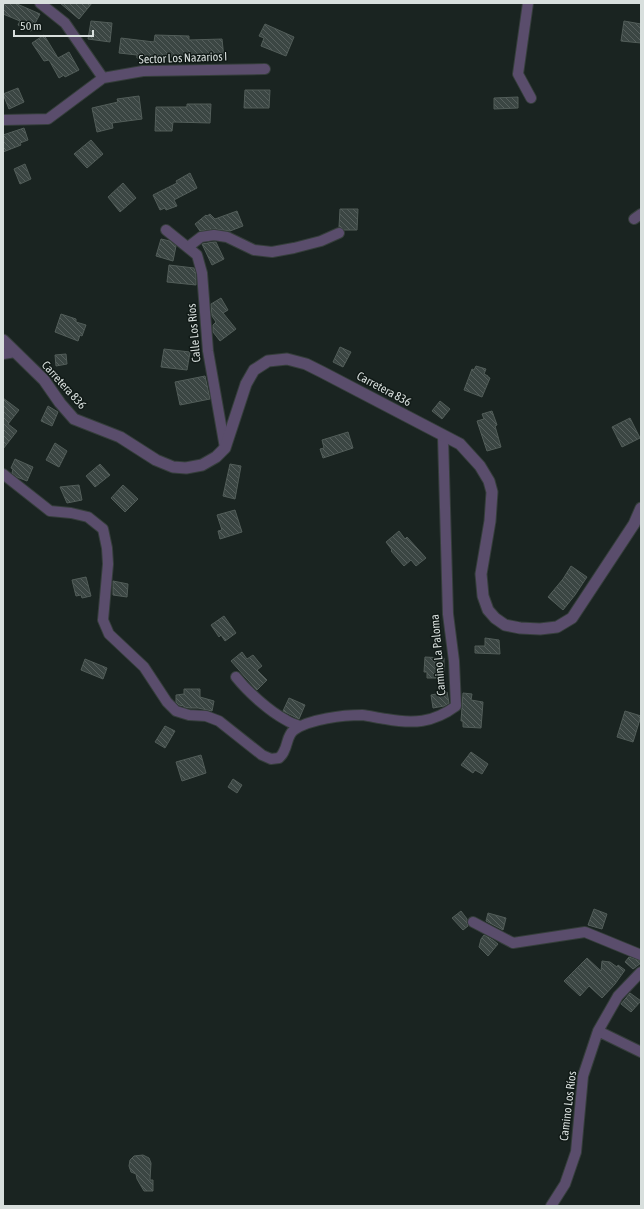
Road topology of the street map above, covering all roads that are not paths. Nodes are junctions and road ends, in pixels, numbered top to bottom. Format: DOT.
graph roads {
  1 [pos="40,3"];
  2 [pos="528,3"];
  3 [pos="265,69"];
  4 [pos="102,78"];
  5 [pos="531,98"];
  6 [pos="3,120"];
  7 [pos="166,230"];
  8 [pos="338,233"];
  9 [pos="188,248"];
  10 [pos="3,340"];
  11 [pos="15,352"];
  12 [pos="3,354"];
  13 [pos="443,436"];
  14 [pos="225,448"];
  15 [pos="3,474"];
  16 [pos="641,508"];
  17 [pos="236,677"];
  18 [pos="300,726"];
  19 [pos="473,922"];
  20 [pos="641,955"];
  21 [pos="641,972"];
  22 [pos="598,1031"];
  23 [pos="641,1052"];
  24 [pos="551,1206"];
  1 -- 4 [label="street"];
  2 -- 5 [label="street"];
  3 -- 4 [label="street, Sector Los Nazarios I"];
  4 -- 6 [label="street, Sector Los Nazarios I"];
  7 -- 9 [label="street, Calle Los Ríos"];
  8 -- 9 [label="street"];
  9 -- 14 [label="street, Calle Los Ríos"];
  10 -- 11 [label="street, Carretera 836"];
  11 -- 12 [label="street"];
  11 -- 14 [label="street, Carretera 836"];
  13 -- 14 [label="street, Carretera 836"];
  13 -- 16 [label="street, Carretera 836"];
  13 -- 18 [label="street, Camino La Paloma"];
  15 -- 18 [label="street"];
  17 -- 18 [label="street"];
  19 -- 20 [label="street"];
  21 -- 22 [label="street, Camino Los Ríos"];
  22 -- 23 [label="street"];
  22 -- 24 [label="street, Camino Los Ríos"];
}
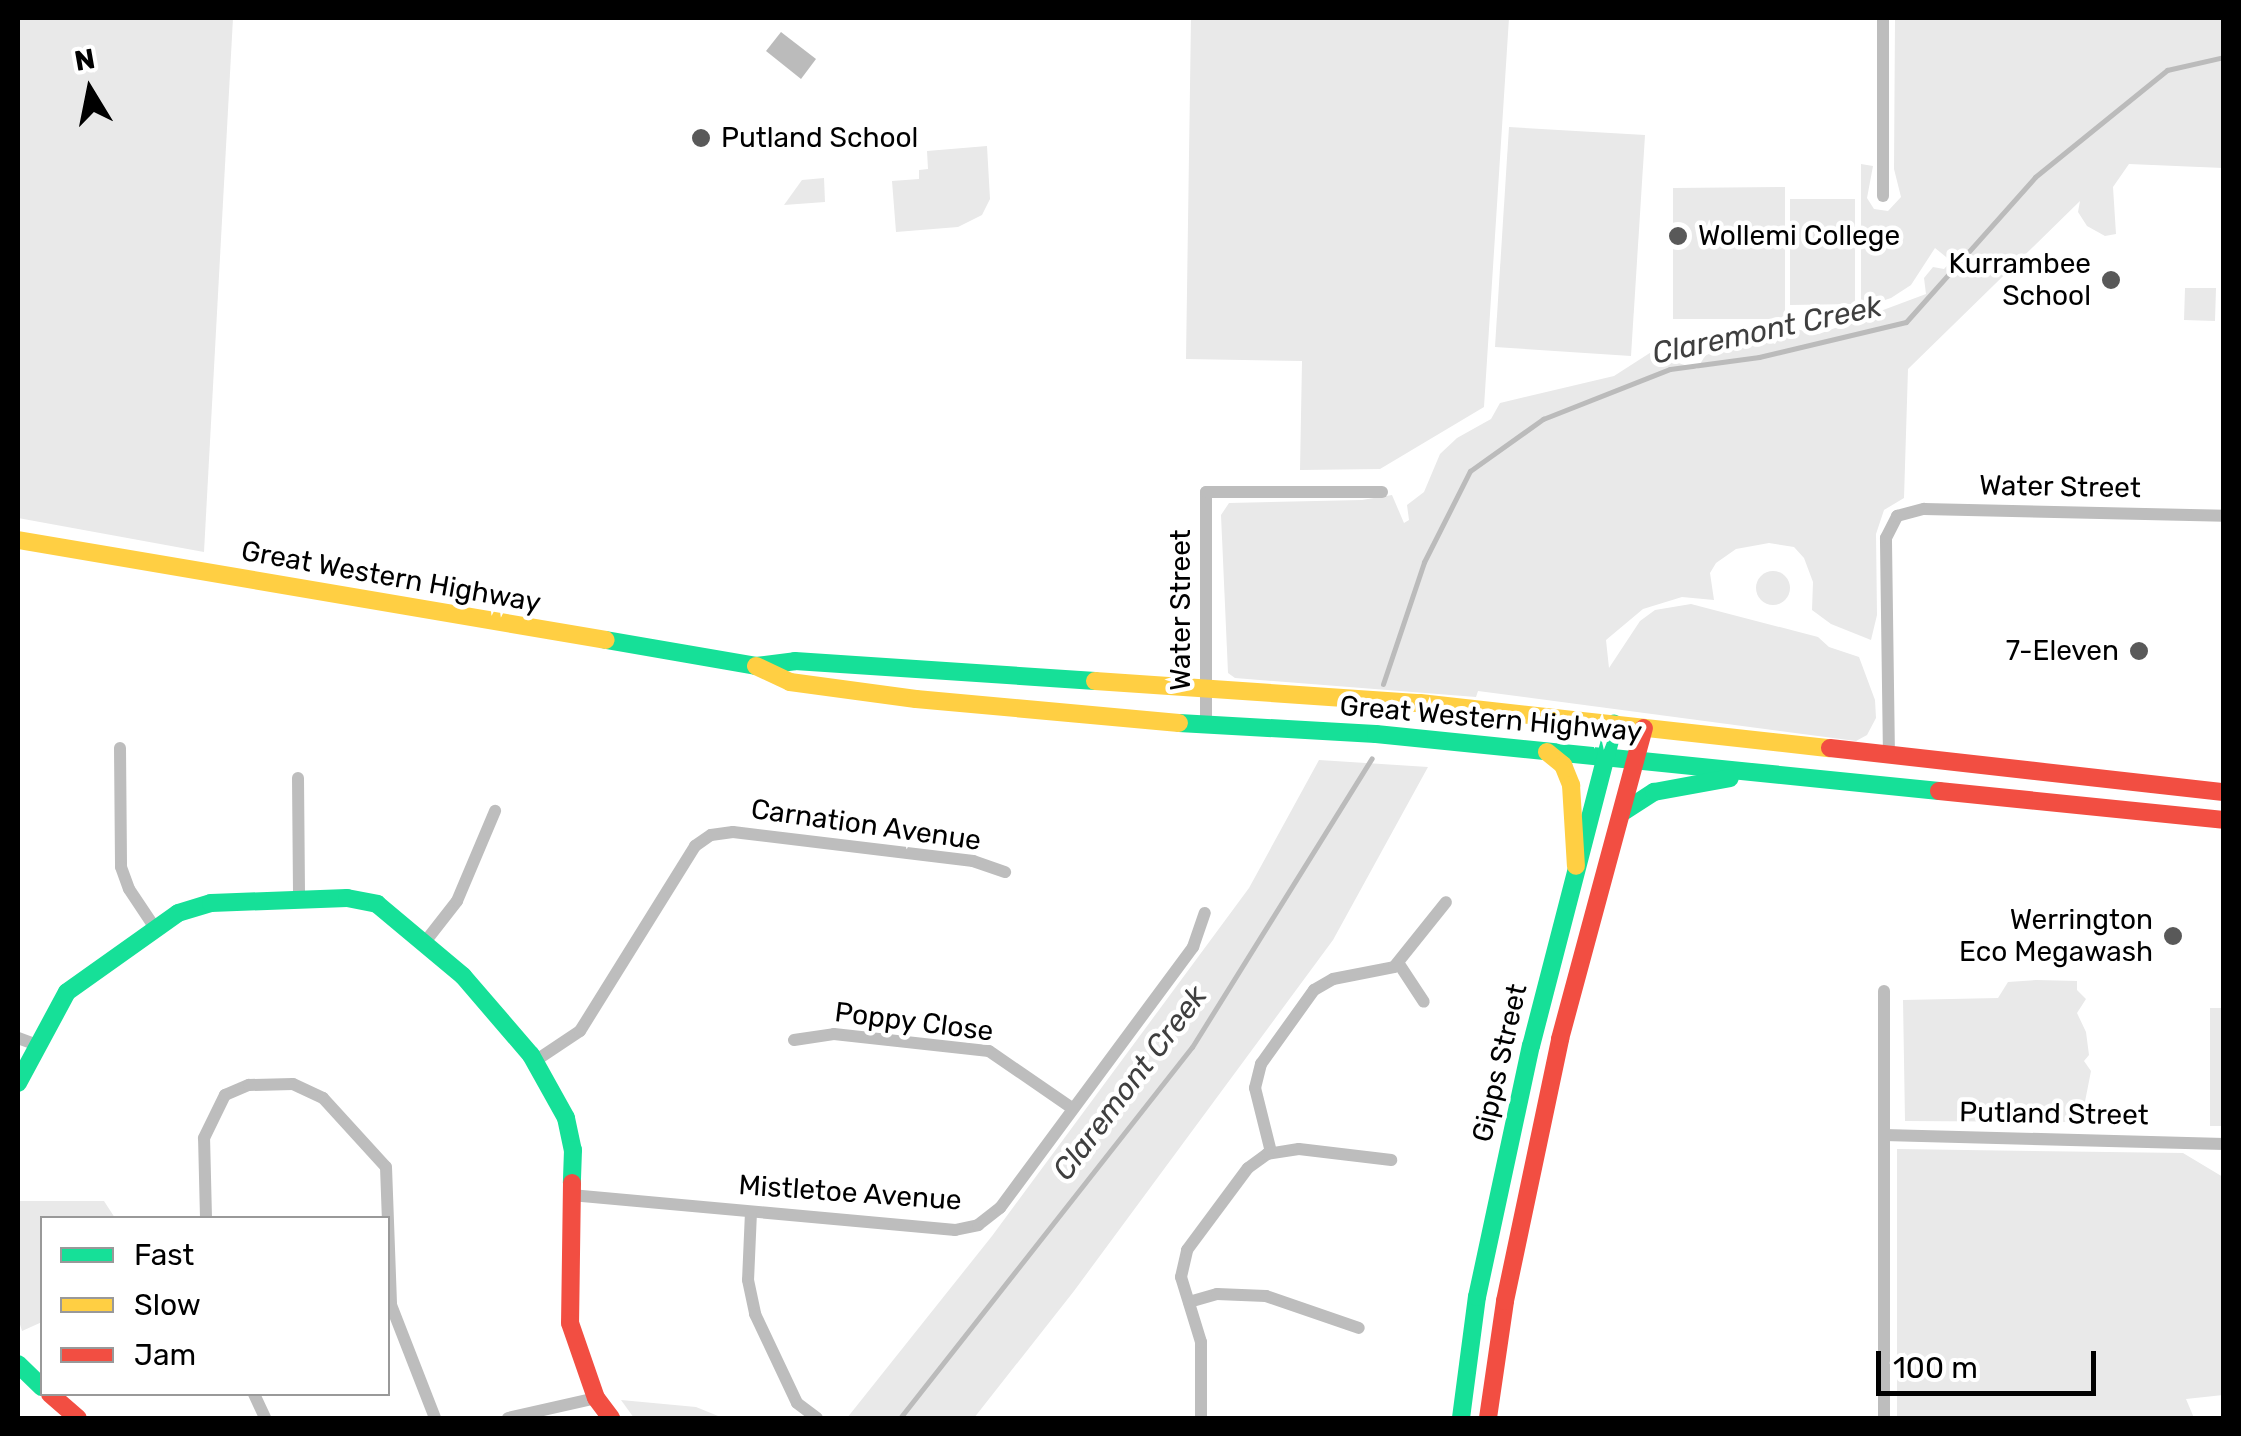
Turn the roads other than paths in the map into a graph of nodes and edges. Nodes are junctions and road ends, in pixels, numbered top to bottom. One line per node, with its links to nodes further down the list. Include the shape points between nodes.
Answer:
1 (1884, 18): 2 (street)
2 (1883, 196)
3 (1382, 492): 7 (street, Water Street, via 1206,492)
4 (2224, 516): 14 (street, Water Street, via 1924,509 1897,516 1886,538)
5 (18, 540): 6 (main road, Great Western Highway)
6 (756, 666): 7 (main road, Great Western Highway, via 795,661); 9 (main road, Great Western Highway, via 790,682 862,692)
7 (1207, 688): 8 (main road, Great Western Highway); 9 (street, Water Street)
8 (1614, 724): 10 (main road, Great Western Highway); 13 (main road, Gipps Street)
9 (1206, 725): 12 (main road, Great Western Highway)
10 (1644, 728): 14 (main road, Great Western Highway); 15 (main road, Gipps Street)
11 (120, 748): 27 (street, via 120,867)
12 (1546, 752): 13 (main road, Great Western Highway); 22 (main road, via 1563,765 1571,785)
13 (1606, 757): 15 (main road, Great Western Highway); 22 (main road, Gipps Street)
14 (1889, 757): 18 (main road, Great Western Highway)
15 (1636, 760): 16 (main road, Great Western Highway); 20 (main road, Gipps Street)
16 (1755, 773): 20 (main road, via 1654,792); 21 (main road, Great Western Highway)
17 (298, 778): 24 (street)
18 (2224, 792)
19 (495, 811): 28 (street, via 457,901)
20 (1623, 812): 60 (main road, Gipps Street, via 1556,1056 1505,1300)
21 (2224, 820)
22 (1576, 866): 59 (main road, Gipps Street, via 1497,1203)
23 (1005, 872): 35 (street, Carnation Avenue, via 973,861 733,832 711,835 695,846 580,1031)
24 (299, 898): 27 (main road, via 194,906); 28 (main road, via 378,904)
25 (1446, 902): 29 (street)
26 (1205, 913): 37 (street, Mistletoe Avenue, via 1193,947)
27 (155, 928): 34 (main road, via 68,992)
28 (425, 942): 35 (main road)
29 (1399, 964): 31 (street); 40 (street, via 1321,985 1261,1064 1255,1088)
30 (1884, 991): 38 (street)
31 (1424, 1002)
32 (18, 1038): 34 (street)
33 (794, 1040): 37 (street, Poppy Close, via 834,1034 990,1052)
34 (37, 1045): 36 (main road)
35 (535, 1061): 42 (main road, via 569,1127)
36 (18, 1083)
37 (1072, 1108): 43 (street, Mistletoe Avenue, via 1000,1208 971,1227)
38 (1884, 1135): 39 (street, Putland Street); 61 (street)
39 (2224, 1144)
40 (1271, 1152): 41 (street); 47 (street, via 1248,1168 1184,1257 1180,1277)
41 (1391, 1160)
42 (571, 1195): 43 (street, Mistletoe Avenue); 52 (main road, via 570,1323)
43 (751, 1212): 57 (street, via 748,1280 755,1314 797,1403)
44 (206, 1216): 45 (street, via 204,1138 225,1095 248,1085 293,1084 324,1098 386,1167)
45 (388, 1216)
46 (390, 1277): 54 (street, via 391,1304)
47 (1188, 1302): 48 (street, via 1217,1294 1266,1296); 58 (street, via 1201,1342)
48 (1359, 1328)
49 (18, 1364): 50 (main road)
50 (40, 1385)
51 (52, 1396): 53 (main road)
52 (596, 1398): 55 (street); 56 (main road)
53 (78, 1418)
54 (435, 1418)
55 (508, 1418)
56 (611, 1418)
57 (817, 1418)
58 (1200, 1418)
59 (1461, 1418)
60 (1488, 1418)
61 (1884, 1418)

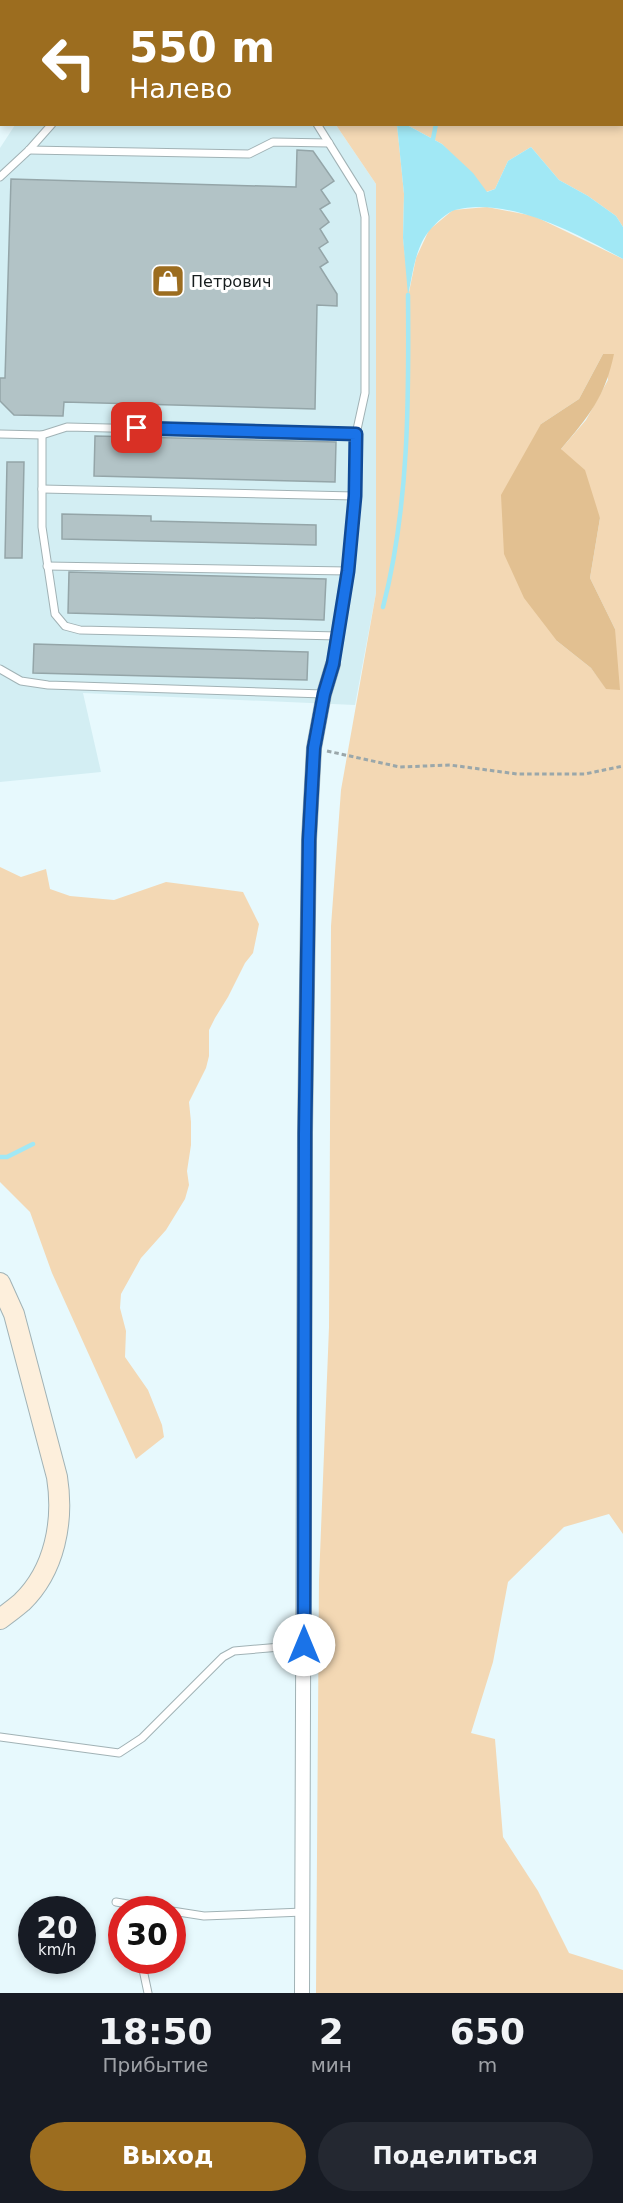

* WORK TO COMPLETE *
Select all lines in the listing that include the word "junctions".

* EXERCISE SOLUTION *
Road topology of the street map above, covering all roads that are not paths. Nodes are junctions and road ends, in pixels, numbered top to bottom. Format: DOT.
Turn the roads other than paths in the map into a graph of nodes and edges. Nodes are junctions and road ends, in pixels, numbered top to bottom. One line per node, with its links to nodes further down the list. Include the shape points between nodes.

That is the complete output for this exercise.